Working Under Heaven

Share:

Once a year I consider moving to a hut on the island of Fiji.

That time of year is usually at the beginning of August, when parents are confronted with the entirety of the semester in all of its glorious mayhem sitting in our inboxes. At the beginning of August, we are gearing up for the drawn-out goodbye to the slow days of no school. At the beginning of August, we are sorting through sports practices, work agendas, lesson times, and class schedules.

I liken the sensation I have at the beginning of August to the emotions I had while working on a 1000-piece puzzle. It took a long time to figure out which piece went where, but as each piece began to fit, a beautiful picture emerged. All was going quite well until I couldn’t find the last piece of the puzzle. If this has happened to you, maybe you can empathize with the unnecessary scream that came out of my mouth. This, friends, was the same scream that ensued when I had the semester schedule finally figured out… but then realized I forgot to fit in all the music lessons.

Fiji, anyone?

So, I get it when my kids begin the inevitable whining about school starting back up. I feel empathy when the thoughts of homework make them shiver (admittedly, we are a very dramatic family), but as I’ve considered this year’s start to the school year, there is an important lesson I want to instill in our kids. It’s a lesson that I have not done a good job imparting with my occasional screams and suggestions of island huts.

The lesson is simply that work is good.

The Joy of Work

With any vacation away from the daily grind, there is a temptation to think that our lives would be better if we never had to work; that somehow, we would find greater fulfillment if we could just relax more and work less. But this is not how God intended for us to live.

Have you ever noticed that the very first verse in the Bible is about work? Genesis 1:1 says, “In the beginning God created the heavens and the earth.” In the first chapter of Genesis we see God as a creator, and He is not working to gain something; rather, God engages in creative work and finds pleasure in the extended activity. He saw all that He made and called it good.

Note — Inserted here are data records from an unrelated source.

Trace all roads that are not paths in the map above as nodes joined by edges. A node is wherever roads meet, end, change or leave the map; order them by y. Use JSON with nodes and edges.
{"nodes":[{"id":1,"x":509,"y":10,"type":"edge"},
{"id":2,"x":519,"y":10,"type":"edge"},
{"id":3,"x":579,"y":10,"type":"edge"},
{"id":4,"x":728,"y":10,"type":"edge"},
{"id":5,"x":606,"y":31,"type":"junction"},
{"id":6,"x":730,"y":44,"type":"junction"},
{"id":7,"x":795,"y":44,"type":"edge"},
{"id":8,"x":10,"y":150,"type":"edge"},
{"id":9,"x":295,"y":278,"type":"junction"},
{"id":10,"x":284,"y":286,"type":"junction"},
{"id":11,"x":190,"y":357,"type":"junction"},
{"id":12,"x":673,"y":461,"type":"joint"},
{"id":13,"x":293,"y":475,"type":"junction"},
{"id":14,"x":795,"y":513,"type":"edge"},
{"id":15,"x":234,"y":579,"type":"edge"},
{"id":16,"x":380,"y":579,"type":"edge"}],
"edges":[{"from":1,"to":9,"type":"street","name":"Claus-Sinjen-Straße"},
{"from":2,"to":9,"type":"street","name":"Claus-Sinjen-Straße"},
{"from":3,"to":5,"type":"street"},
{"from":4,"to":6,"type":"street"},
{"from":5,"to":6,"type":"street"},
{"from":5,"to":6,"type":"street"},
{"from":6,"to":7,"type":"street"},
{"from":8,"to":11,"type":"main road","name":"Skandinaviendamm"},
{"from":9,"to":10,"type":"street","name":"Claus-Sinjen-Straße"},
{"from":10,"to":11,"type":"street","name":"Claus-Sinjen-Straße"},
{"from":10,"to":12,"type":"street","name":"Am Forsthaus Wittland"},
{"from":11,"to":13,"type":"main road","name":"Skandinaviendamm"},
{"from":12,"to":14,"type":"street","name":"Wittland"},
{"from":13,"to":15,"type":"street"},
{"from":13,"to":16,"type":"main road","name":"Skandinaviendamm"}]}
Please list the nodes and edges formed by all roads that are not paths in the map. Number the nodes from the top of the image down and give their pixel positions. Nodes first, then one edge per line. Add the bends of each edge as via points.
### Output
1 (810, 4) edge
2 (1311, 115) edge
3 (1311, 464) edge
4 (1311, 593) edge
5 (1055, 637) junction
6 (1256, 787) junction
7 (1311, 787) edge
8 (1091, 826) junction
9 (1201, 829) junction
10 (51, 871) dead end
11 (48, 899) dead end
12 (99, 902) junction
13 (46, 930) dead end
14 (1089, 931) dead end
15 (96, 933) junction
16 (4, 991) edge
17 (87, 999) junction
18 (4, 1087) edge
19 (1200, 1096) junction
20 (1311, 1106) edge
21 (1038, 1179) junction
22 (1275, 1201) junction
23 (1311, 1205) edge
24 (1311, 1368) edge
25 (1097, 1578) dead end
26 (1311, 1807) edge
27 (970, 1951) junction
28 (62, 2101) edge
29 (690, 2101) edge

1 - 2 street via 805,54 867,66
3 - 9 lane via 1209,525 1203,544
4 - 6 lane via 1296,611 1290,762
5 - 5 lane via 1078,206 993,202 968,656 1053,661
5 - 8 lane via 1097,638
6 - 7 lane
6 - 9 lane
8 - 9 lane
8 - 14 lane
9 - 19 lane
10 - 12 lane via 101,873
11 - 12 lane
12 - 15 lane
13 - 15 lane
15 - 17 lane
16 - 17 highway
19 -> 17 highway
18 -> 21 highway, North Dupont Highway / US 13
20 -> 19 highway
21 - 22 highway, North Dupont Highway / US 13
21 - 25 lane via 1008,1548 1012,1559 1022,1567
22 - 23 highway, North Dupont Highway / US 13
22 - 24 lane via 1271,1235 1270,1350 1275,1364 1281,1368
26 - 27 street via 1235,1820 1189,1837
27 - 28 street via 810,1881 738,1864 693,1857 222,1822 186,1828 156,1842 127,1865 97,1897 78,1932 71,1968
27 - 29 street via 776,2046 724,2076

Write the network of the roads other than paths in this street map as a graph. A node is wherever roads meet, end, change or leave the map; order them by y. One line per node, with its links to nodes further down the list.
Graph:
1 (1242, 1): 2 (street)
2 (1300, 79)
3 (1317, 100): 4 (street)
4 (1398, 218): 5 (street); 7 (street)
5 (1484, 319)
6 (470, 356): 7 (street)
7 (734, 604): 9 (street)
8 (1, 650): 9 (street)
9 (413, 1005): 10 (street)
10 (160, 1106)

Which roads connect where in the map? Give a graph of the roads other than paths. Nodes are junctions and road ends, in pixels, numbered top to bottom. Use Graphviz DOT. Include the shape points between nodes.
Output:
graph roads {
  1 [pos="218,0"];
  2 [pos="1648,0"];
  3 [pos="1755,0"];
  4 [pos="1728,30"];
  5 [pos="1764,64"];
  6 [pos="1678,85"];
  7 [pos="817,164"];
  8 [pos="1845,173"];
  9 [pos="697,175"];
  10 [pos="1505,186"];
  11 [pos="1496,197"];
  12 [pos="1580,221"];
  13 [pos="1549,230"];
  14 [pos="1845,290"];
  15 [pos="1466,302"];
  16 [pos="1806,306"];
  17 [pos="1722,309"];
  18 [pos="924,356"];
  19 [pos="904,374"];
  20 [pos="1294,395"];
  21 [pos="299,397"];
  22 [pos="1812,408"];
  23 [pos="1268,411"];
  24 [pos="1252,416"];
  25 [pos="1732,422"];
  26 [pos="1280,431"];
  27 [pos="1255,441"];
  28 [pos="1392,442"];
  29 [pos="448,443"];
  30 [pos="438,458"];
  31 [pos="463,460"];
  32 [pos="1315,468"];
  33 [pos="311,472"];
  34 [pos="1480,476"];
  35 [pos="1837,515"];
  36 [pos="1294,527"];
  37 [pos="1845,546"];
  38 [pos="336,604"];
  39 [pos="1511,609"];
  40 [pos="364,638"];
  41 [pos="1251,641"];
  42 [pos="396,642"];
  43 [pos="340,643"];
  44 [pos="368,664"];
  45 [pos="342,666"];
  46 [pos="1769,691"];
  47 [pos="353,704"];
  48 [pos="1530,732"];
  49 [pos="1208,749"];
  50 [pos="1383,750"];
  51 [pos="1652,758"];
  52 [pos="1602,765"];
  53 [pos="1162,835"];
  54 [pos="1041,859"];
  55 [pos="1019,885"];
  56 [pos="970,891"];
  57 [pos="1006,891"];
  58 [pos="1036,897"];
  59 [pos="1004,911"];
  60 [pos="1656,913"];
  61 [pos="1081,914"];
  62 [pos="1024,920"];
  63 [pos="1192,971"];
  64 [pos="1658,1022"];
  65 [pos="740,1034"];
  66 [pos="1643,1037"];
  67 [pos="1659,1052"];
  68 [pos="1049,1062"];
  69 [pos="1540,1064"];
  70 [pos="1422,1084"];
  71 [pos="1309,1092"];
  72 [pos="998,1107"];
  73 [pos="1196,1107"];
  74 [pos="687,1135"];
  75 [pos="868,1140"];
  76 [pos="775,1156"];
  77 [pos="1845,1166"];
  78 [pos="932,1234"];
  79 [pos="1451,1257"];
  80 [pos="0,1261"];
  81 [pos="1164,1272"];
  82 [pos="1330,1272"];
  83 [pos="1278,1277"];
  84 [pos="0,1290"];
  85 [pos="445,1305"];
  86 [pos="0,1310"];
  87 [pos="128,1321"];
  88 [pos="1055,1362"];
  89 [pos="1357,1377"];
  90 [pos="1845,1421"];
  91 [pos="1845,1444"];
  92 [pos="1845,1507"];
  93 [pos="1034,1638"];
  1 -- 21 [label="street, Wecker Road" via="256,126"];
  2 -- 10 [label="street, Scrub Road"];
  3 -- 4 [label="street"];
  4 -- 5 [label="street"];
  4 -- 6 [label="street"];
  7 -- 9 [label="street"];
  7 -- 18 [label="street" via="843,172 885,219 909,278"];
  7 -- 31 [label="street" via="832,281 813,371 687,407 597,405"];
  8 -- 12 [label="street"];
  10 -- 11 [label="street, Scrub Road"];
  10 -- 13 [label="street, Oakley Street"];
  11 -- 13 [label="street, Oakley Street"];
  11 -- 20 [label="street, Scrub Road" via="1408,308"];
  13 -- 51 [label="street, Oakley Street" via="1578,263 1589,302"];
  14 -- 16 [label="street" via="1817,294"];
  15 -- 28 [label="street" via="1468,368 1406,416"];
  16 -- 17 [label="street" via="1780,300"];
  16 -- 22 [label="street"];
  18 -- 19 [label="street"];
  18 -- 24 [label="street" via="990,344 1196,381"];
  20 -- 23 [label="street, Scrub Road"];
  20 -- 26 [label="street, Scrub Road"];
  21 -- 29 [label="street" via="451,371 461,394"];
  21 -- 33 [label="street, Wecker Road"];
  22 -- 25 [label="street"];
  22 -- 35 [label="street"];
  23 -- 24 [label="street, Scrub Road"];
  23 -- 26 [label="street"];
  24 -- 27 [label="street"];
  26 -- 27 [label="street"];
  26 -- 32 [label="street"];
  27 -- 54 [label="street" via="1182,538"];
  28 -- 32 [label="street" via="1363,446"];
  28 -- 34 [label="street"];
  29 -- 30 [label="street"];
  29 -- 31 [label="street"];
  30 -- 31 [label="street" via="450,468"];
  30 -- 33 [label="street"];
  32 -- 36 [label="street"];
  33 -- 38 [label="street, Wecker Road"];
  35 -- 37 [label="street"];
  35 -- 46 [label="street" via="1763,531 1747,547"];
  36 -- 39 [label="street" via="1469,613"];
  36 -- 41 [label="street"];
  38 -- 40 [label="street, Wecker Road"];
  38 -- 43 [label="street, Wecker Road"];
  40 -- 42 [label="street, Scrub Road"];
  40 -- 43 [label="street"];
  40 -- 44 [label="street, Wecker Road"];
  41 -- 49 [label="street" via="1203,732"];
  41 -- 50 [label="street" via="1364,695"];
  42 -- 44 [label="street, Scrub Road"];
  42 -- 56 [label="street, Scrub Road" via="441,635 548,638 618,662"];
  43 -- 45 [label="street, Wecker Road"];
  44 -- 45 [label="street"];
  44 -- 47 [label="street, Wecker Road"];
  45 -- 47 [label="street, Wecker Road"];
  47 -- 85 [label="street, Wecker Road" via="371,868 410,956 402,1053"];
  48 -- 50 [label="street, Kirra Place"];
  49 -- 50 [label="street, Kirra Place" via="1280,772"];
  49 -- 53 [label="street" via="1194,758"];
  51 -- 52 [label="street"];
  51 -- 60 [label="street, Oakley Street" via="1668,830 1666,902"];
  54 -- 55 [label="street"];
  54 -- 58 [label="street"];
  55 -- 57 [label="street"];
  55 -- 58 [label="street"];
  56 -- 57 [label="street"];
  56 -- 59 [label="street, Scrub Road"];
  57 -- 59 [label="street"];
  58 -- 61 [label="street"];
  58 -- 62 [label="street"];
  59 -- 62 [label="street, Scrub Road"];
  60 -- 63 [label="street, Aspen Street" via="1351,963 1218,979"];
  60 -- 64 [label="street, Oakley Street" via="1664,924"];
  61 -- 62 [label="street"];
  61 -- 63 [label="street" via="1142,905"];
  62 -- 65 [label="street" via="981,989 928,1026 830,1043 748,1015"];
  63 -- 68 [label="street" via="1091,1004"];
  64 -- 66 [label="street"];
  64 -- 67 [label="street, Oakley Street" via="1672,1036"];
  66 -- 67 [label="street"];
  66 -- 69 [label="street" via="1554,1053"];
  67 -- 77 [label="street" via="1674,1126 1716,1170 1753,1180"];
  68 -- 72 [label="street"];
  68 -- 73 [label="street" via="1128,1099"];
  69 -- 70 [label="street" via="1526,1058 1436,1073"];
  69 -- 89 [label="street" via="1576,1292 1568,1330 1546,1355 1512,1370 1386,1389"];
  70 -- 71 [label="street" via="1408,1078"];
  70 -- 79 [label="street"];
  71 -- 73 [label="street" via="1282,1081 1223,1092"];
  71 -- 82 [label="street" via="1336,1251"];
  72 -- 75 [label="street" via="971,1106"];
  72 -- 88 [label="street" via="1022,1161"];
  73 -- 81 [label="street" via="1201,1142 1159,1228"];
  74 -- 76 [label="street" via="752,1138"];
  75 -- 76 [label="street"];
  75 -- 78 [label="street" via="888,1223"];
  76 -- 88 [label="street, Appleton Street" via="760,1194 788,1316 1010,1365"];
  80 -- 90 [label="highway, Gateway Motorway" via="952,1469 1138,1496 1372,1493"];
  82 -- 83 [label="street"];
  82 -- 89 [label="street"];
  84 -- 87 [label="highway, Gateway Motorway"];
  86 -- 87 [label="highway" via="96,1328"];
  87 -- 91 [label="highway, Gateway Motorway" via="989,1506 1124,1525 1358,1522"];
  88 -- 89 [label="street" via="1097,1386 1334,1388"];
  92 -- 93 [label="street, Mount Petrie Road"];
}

Because God made man in His own image, we too are created to be joy-filled workers. Later in Genesis, God instructs Adam as to his job on this newly created earth. God does not say to Adam, “Relax as much as you can and simply take in the world.” In fact, He says quite the opposite:

“Be fruitful and multiply and fill the earth and subdue it, and have dominion over the fish of the sea and over the birds of the heavens and over every living thing that moves on the earth.”

When everything was perfect, there was work for man to do. Perfection did not equal relaxation (as we would sometimes like to think). So, if work is supposed to be good and joy-filled, why does it sometimes feel like toiling? Why does the idea of homework and daily classes feel like drudgery for our kids?

What Sin Did to Work

Sin came into the world, and when sin entered, the way we view work became tarnished. God did not create us to work merely for a paycheck, but when sin entered, work became a means to an end; pride infiltrated and created a world where work became man’s identity. And though this is not the way God intended for it to be, the curse is very explicit in Genesis 3 when God says to Adam:

“…cursed is the ground because of you; in pain you shall eat of it all the days of your life; thorns and thistles it shall bring forth for you; and you shall eat the plants of the field. By the sweat of your face you shall eat bread…”

When all things are one day restored, and our eyes are no longer tarnished because of sin, we will see with clarity the beauty in the way God intended work to be. We will see to the fullest extent how we are made to be creative stewards of His creation, how we are meant to serve others through the work of our hands. But until that day, it is still possible to feel joy in our labor.

Work Under Heaven

The writer of Ecclesiastes discovered through experience that anything done “under the sun” is vanity. In other words, if our work is done for no other reason than we think it’s what we’re supposed to do, it will most certainly feel meaningless. Work done under the sun without reference to God will feel like a burden, for us and for our kids.

By contrast, we can choose to live life under heaven. It’s important that our kids understand we should do the work we’re called to do, whether it’s being a student, a nurse, a writer, a hostess, or whatever work that God has provided, and do it as if we are working for the Lord. Doing so will not make work suddenly easy, and there still may be the occasional shiver over homework, but having this perspective gives meaning to our work beyond what we can see.

Colossians 3:23 says, “Whatever you do…” (And the word “whatever” is significant because Paul is not only speaking to those in ministry but to everyone who does any kind of work) “…work heartily, as for the Lord and not for men…”

How can we find joy in our work and help our kids do the same? By waking up each morning and asking God for the grace to do what he has called us to, by seeking ways to be an example for Him throughout the day, and by remembering why it is that we work in the first place. It’s not merely to be noticed or to rise to the top, and it’s not done just for money. We work faithfully in the tasks God has put before us because He has called us, by His strength, to work joyfully and heartily for Him.